:: PROBLEM REQUIREMENTS ::
For every line in the records below that holds "between", make a copy.

+++

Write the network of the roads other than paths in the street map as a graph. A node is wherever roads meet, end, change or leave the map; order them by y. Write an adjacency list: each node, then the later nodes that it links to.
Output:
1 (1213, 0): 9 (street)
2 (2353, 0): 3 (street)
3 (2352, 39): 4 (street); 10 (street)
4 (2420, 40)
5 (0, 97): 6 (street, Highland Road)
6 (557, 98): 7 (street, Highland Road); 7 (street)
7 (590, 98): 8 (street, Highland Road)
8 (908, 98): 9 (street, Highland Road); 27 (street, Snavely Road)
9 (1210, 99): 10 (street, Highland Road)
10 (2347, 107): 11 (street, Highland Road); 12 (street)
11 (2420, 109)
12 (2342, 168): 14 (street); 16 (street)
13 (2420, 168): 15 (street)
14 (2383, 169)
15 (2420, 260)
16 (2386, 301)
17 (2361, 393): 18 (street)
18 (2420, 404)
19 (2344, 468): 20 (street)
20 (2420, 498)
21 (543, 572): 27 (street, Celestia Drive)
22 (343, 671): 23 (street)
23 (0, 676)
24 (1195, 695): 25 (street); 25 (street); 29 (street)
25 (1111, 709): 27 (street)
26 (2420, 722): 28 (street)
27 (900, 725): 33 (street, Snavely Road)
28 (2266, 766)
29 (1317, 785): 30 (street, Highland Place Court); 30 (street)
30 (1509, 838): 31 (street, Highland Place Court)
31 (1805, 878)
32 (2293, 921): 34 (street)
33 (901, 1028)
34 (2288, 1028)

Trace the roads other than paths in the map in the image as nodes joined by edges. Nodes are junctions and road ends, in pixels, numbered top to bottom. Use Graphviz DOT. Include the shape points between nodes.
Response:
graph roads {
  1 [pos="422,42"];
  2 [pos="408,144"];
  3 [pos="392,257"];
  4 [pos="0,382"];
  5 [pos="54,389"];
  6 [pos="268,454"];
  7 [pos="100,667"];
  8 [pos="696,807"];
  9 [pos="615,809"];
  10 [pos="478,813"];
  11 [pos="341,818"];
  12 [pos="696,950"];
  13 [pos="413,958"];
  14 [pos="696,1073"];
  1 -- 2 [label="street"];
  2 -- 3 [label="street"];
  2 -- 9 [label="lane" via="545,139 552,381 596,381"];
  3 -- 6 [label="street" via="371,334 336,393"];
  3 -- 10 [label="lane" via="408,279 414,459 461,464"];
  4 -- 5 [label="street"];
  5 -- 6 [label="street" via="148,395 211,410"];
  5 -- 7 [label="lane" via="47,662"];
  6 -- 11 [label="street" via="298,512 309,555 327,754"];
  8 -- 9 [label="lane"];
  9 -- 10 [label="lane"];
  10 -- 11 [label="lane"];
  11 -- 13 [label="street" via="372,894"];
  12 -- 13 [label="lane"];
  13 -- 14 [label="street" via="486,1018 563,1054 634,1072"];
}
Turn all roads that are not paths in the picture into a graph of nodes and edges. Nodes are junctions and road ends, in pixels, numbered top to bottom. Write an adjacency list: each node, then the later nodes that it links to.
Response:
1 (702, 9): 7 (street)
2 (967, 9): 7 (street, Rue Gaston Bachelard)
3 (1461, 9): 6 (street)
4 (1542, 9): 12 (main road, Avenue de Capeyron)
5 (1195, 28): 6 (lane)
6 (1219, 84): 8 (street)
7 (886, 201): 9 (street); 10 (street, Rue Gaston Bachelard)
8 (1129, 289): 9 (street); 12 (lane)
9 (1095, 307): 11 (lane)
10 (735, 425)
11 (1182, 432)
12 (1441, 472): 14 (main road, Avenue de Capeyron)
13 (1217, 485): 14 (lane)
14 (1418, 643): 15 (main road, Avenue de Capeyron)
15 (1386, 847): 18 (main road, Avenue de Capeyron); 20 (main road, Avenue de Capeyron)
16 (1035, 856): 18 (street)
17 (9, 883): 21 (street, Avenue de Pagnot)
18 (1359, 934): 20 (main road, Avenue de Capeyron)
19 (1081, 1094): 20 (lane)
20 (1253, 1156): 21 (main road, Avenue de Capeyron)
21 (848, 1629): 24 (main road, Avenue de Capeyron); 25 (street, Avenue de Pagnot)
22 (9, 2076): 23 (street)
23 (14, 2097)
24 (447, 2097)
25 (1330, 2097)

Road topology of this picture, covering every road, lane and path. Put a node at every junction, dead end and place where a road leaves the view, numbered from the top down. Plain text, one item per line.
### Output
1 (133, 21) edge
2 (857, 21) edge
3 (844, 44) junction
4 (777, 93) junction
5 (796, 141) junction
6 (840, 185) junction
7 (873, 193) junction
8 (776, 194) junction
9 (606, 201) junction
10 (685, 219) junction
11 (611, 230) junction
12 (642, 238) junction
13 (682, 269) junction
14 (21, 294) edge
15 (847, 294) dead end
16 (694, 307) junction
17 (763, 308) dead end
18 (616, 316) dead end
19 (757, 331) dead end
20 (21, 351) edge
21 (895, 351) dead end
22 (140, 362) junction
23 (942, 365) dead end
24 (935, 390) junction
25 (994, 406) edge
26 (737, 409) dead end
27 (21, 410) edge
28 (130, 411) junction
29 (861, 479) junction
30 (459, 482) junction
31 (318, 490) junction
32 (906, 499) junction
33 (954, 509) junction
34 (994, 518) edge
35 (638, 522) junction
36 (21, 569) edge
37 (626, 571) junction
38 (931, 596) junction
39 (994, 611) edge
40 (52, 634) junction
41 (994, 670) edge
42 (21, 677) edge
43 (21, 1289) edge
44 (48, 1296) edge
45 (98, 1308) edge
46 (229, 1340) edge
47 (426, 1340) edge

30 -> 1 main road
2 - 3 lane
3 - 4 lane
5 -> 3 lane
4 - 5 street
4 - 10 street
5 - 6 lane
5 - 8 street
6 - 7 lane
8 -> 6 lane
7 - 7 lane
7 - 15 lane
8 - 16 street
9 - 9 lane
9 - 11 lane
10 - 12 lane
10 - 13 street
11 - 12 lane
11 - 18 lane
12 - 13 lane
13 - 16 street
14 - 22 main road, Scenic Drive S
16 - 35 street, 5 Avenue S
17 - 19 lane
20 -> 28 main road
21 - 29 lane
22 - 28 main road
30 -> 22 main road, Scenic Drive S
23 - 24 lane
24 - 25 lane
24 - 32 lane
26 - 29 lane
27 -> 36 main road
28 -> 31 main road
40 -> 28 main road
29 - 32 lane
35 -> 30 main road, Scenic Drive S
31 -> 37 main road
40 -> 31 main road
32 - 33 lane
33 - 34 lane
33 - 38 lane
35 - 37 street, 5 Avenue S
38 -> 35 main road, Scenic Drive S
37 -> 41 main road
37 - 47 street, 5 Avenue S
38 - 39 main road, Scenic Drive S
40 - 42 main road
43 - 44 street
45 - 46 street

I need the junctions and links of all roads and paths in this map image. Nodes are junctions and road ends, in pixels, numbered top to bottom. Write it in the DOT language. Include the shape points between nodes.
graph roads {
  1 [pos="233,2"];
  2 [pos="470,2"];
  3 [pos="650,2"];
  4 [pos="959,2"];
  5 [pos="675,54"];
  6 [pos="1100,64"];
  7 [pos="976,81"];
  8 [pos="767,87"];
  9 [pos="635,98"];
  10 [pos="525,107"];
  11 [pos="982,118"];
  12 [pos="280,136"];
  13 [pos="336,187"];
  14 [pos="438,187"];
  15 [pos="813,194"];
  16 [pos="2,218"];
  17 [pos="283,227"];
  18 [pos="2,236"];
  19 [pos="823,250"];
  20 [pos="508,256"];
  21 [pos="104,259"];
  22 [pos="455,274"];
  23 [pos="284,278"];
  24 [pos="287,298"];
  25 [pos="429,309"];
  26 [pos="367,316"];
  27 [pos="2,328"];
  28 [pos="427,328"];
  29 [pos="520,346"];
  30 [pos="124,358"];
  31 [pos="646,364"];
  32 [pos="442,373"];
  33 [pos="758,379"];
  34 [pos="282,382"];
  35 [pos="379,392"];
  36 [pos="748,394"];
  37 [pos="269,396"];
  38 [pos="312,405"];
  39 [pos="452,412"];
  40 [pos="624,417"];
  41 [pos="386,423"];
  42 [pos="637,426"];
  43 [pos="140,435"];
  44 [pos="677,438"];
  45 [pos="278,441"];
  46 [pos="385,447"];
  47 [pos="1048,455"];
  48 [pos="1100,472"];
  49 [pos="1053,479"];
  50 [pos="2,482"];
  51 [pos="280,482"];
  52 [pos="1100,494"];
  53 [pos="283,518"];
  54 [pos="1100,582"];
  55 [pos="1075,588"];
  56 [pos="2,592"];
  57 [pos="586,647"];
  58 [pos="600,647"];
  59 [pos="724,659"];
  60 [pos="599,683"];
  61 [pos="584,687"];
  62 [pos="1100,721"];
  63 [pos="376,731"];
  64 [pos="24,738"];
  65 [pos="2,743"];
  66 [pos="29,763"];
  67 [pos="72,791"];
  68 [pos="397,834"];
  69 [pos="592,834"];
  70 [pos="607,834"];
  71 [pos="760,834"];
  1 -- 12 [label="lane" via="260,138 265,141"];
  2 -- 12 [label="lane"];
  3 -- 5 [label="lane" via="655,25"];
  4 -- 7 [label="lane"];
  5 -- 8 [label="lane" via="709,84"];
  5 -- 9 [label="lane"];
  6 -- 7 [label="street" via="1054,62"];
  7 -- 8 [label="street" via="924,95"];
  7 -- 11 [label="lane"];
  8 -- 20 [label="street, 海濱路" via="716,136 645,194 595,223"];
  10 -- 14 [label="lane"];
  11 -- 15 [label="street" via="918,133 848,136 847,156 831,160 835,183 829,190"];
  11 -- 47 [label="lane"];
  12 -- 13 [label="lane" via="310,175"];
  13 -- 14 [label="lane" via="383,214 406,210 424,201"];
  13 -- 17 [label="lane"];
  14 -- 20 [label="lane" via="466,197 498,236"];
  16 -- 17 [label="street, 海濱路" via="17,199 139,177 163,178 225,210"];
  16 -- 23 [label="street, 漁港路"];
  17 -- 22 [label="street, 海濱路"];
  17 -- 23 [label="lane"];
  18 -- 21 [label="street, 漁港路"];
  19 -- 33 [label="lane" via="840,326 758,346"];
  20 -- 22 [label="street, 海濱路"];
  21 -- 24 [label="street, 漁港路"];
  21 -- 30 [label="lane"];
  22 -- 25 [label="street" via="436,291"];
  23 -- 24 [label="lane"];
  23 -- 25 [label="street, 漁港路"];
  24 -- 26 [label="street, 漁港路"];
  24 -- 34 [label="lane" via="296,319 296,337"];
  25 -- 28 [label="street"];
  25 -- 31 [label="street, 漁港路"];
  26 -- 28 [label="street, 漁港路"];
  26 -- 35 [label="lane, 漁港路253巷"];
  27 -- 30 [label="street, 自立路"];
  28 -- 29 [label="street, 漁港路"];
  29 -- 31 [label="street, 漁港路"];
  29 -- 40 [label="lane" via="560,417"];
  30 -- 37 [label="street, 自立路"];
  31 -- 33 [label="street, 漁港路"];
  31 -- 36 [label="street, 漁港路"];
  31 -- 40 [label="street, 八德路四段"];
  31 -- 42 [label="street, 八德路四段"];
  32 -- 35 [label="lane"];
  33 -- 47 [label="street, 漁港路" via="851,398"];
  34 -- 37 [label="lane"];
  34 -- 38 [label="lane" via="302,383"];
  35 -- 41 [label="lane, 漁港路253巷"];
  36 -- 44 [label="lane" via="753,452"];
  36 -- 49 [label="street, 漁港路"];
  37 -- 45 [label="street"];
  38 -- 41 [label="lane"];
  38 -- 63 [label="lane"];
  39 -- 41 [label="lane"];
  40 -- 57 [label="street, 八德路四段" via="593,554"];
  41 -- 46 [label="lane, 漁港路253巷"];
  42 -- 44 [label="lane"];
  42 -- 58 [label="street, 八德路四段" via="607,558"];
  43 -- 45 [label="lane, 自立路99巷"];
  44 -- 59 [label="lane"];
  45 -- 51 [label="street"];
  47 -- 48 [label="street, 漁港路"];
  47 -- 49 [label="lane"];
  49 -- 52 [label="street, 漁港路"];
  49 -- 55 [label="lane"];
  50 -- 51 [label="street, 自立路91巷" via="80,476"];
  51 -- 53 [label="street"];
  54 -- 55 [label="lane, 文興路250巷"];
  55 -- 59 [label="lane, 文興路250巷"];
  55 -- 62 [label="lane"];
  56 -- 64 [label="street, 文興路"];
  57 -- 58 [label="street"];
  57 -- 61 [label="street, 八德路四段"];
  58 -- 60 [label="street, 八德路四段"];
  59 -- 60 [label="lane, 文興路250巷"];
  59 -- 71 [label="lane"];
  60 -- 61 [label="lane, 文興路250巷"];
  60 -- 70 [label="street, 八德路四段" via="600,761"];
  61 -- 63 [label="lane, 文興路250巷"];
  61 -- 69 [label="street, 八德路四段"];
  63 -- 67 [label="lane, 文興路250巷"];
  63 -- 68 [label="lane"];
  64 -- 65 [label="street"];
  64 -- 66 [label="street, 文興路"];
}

+++

:: TASK SOLUTION ::
Trace the roads other than paths in the map in the image as nodes joined by edges. Nodes are junctions and road ends, in pixels, numbered top to bottom. Use Graphviz DOT. Include the shape points between nodes.
I need the junctions and links of all roads and paths in this map image. Nodes are junctions and road ends, in pixels, numbered top to bottom. Write it in the DOT language. Include the shape points between nodes.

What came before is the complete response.